Hari keempat puluh—dan empat hari lagi adalah ulang tahun dari seorang Hibari Kyouya. Dan pada saat itu juga, ia merasakan kesal pada kekasihnya karena memaksakan dirinya untuk menjalankan misi sementara tubuhnya sudah tidak kuat seperti dulu.

Ia tahu—sebagai seorang Don mafia, Dino memiliki banyak tugas dan juga tanggung jawab. Tetapi, apakah harus—ketika keadaannya tidak baik—ketika sesungguhnya waktu Hibari bersamanya hanya tinggal sedikit?
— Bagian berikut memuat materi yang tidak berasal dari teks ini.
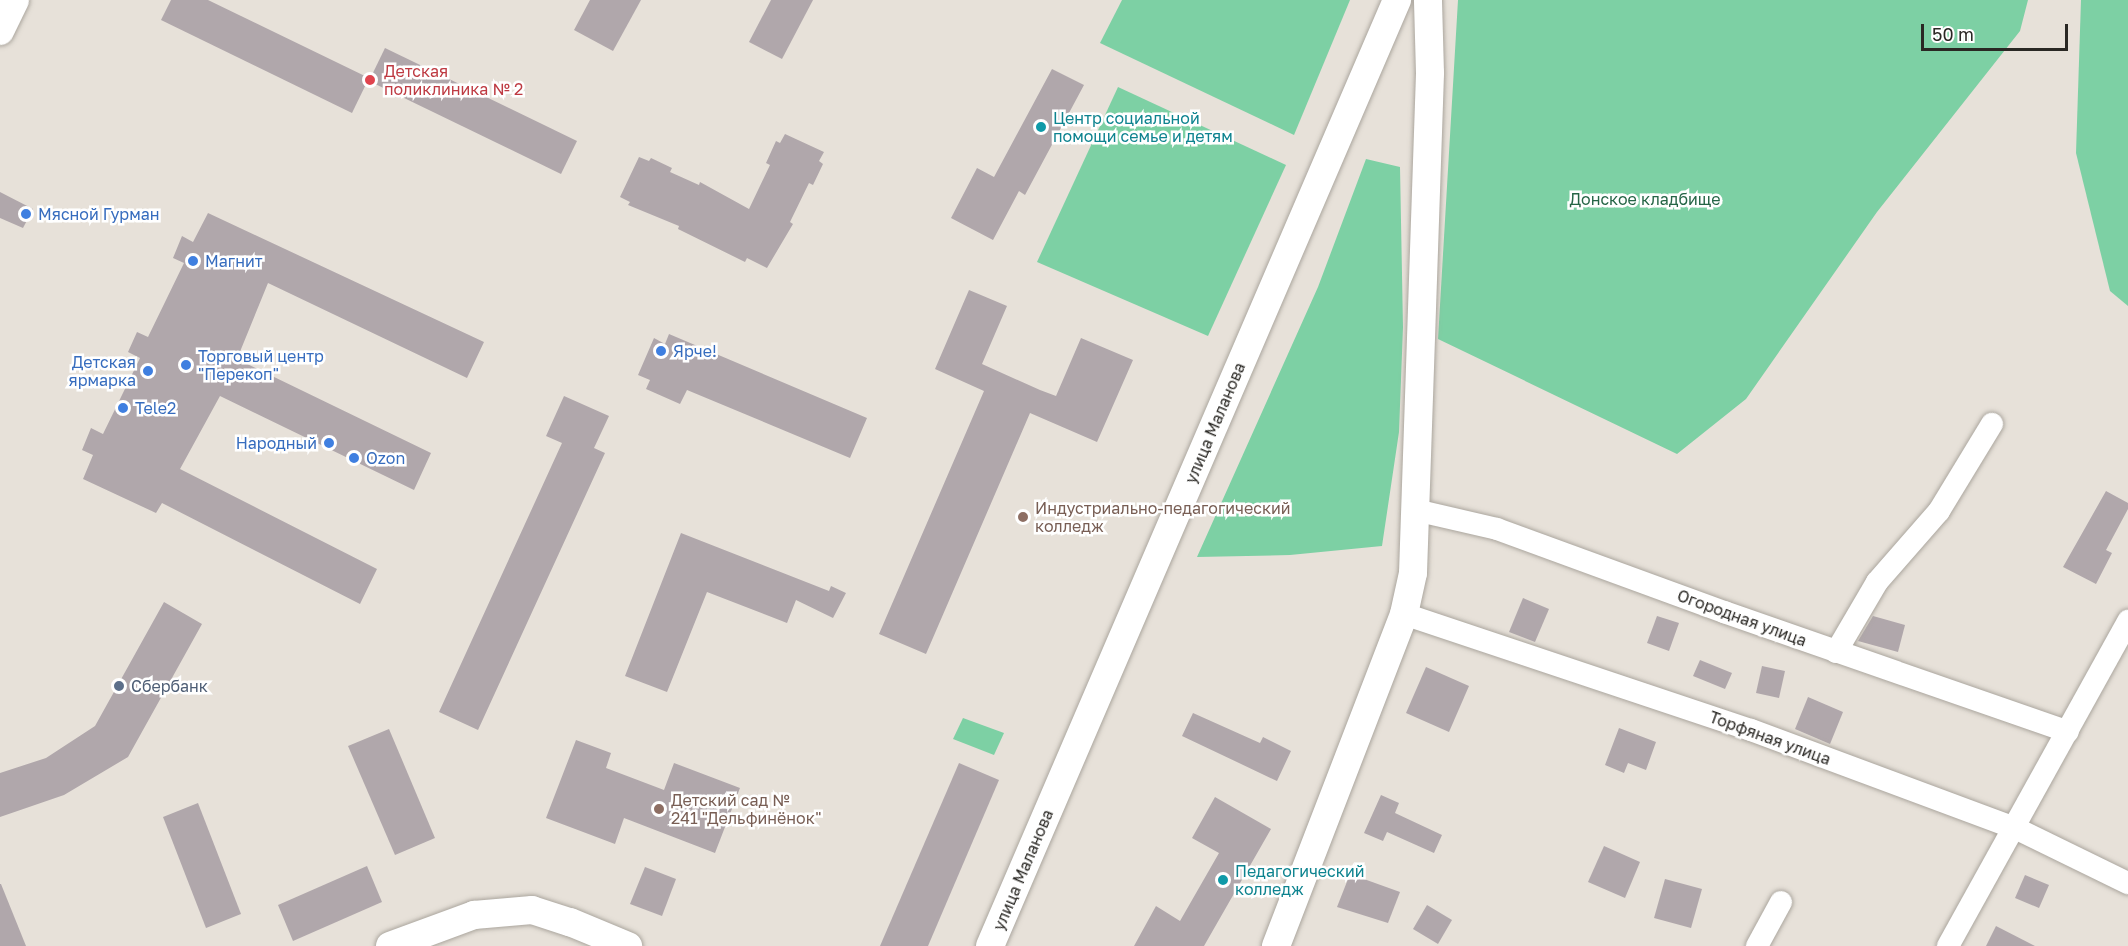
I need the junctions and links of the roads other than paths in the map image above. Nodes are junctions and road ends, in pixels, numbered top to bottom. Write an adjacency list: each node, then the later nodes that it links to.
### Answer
1 (15, 0): 4 (street)
2 (1397, 0): 16 (street, улица Маланова)
3 (1428, 0): 6 (street)
4 (0, 31)
5 (1992, 424): 9 (street)
6 (1416, 510): 7 (street); 9 (street, Огородная улица)
7 (1404, 614): 11 (street, Торфяная улица); 17 (street)
8 (2128, 621): 10 (street)
9 (1836, 652): 10 (street, Огородная улица)
10 (2068, 732): 11 (street)
11 (2014, 828): 12 (street, Торфяная улица); 19 (street)
12 (2128, 884)
13 (1781, 902): 18 (street)
14 (390, 946): 15 (street)
15 (628, 946)
16 (990, 946)
17 (1276, 946)
18 (1757, 946)
19 (1948, 946)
Walau ia tahu waktu Dino belumlah habis, karena kau masih berada di dekatnya—tetap saja. Ada saja kemungkinan ia tidak akan bisa melihat sosok Dino Cavallone lagi hingga waktu yang singkat itu habis.

"Tenanglah Kyouya—aku akan kembali," suara yang lembut dan penuh keyakinan diri itu seakan menghancurkan semua keraguan didalam diri Hibari, "aku berjanji akan kembali—dan saat itu, aku tidak akan pernah meninggalkanmu lagi..."

...

"Kau tidak perlu lagi berkorban untukku Kyouya—karena setelah ini, aku akan mengorbankan semuanya untukmu," ada jeda diantara perkataan Dino di telpon itu sebelum ia melanjutkannya kembali, "makanya—tunggu aku Kyouya!"
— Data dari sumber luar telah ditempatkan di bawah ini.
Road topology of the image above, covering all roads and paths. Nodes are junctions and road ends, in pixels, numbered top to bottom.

"Aku mengerti," helaan nafas tampak terdengar berat meluncur dari mulut Hibari, "aku percaya kau akan kembali..."

"Terima kasih Kyouya," tampak nada lega yang keluar dari mulut Dino saat di telpon itu, "kau sudah menerima kiriman bungaku bukan?"
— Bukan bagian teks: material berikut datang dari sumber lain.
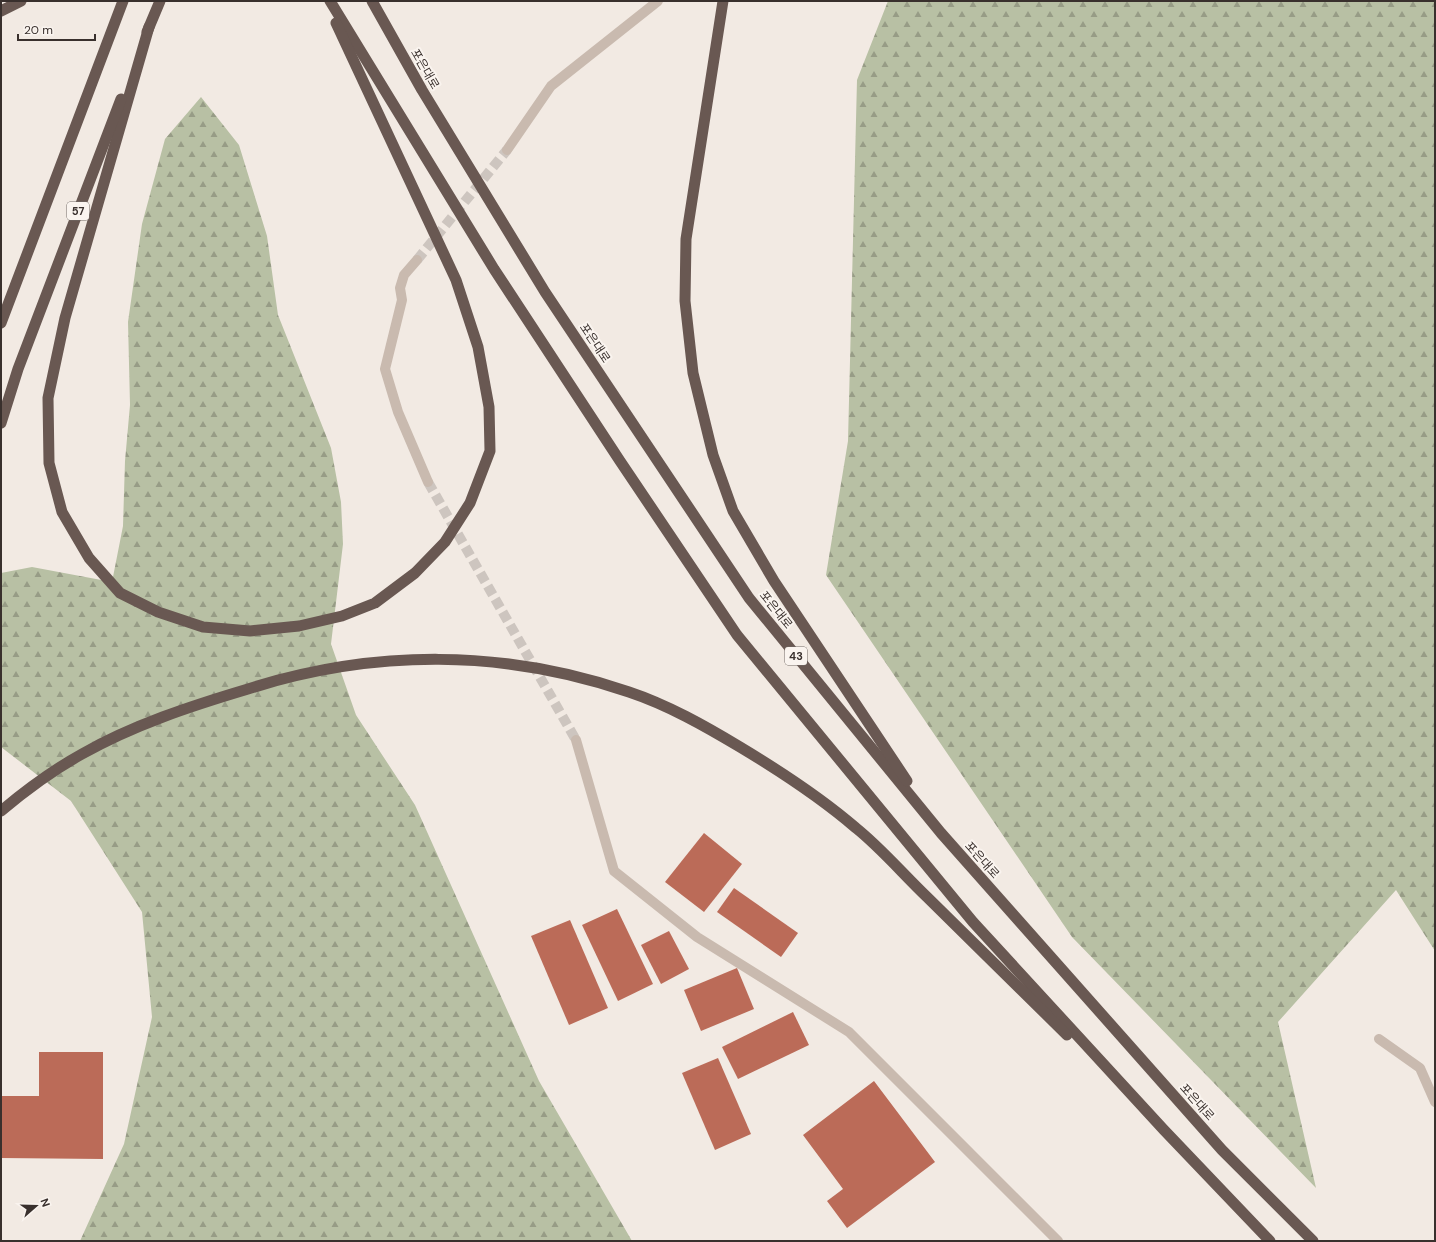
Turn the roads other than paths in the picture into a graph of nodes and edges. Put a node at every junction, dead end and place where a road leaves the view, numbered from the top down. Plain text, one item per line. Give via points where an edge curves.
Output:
1 (21, 1) edge
2 (123, 1) edge
3 (160, 1) edge
4 (326, 1) edge
5 (330, 1) edge
6 (372, 1) edge
7 (658, 1) edge
8 (723, 1) edge
9 (1, 11) edge
10 (149, 27) junction
11 (508, 150) tunnel mouth
12 (417, 260) tunnel mouth
13 (1, 323) edge
14 (1, 423) edge
15 (428, 482) tunnel mouth
16 (576, 740) tunnel mouth
17 (1, 811) edge
18 (941, 833) junction
19 (1379, 1039) dead end
20 (1435, 1102) edge
21 (1164, 1130) junction
22 (1058, 1241) edge
23 (1270, 1241) edge
24 (1313, 1241) edge

1 - 9 highway
2 - 13 highway
3 - 10 highway, 57
4 - 10 highway via 456,280 478,347 489,407 490,451 470,503 445,542 415,573 375,603 342,616 299,626 250,631 203,627 158,612 120,593 89,558 62,512 49,463 48,398 65,318
5 - 21 highway, 43 via 494,270 738,635 973,922
6 - 18 highway, 포은대로 / 43 via 422,90 545,292 749,598
7 - 11 street via 551,86
8 - 18 highway via 686,239 685,301 693,373 713,454 733,510 774,581
10 - 14 highway, 57 via 18,368
12 - 15 street via 404,276 400,288 402,300 385,369 398,412
16 - 22 street via 614,870 697,937 849,1032
17 - 21 highway via 24,792 81,754 130,730 204,702 277,679 347,666 411,658 487,661 561,672 631,693 700,723 785,774 857,828
18 - 24 highway, 포은대로 / 43 via 1222,1150
19 - 20 street via 1420,1068
21 - 23 highway, 43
"Akhir-akhir ini kau sering sekali mengirimku bunga, apa kau tidak ada pekerjaan lain?"

"Karena dengan itu aku bisa menyampaikan perasaanku padamu Kyouya," tertawa riang, sementara Hibari tampak hanya menghela nafas melihat kearah buket berisi 40 tangkai mawar merah, "andai saja kau tahu arti bahasa bunga itu..."

"Aku tidak memiliki waktu untuk mempelajarinya," dan tawamu mungkin bisa terdengar jika kau adalah nyata—karena dihadapanmu, kau bisa melihat Hibari yang sedang memegang buku tentang bahasa bunga dan mencari arti jumlah bunga-bunga itu dengan wajah sedikit memerah.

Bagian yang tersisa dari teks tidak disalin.